**INSTRUCTIONS FOR THE TASK:** Return each line of the entries that holds the string "hand".

------------------------------

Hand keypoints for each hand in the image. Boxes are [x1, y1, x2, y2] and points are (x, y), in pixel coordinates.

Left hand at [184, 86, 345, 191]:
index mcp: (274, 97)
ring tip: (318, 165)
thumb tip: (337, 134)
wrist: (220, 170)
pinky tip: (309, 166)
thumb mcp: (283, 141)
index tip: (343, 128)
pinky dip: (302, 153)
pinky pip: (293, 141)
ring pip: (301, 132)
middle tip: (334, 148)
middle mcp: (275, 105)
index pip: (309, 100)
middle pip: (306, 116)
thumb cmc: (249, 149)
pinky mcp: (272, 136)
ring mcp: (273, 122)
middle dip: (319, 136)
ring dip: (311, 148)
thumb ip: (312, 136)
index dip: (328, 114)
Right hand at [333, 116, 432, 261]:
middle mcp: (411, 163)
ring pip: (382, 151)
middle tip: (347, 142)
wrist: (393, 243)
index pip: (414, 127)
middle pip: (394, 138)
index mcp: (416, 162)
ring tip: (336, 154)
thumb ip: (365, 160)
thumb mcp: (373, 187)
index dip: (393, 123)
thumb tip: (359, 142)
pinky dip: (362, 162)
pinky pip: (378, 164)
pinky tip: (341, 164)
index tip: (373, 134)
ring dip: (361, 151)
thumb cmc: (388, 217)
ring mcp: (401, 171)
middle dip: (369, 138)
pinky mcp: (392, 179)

------------------------------

**THE COMPLETED TASK:**
Hand keypoints for each hand in the image. Boxes are [x1, y1, x2, y2] and points are (x, y), in pixel coordinates.
Left hand at [184, 86, 345, 191]:
Right hand at [333, 116, 432, 261]:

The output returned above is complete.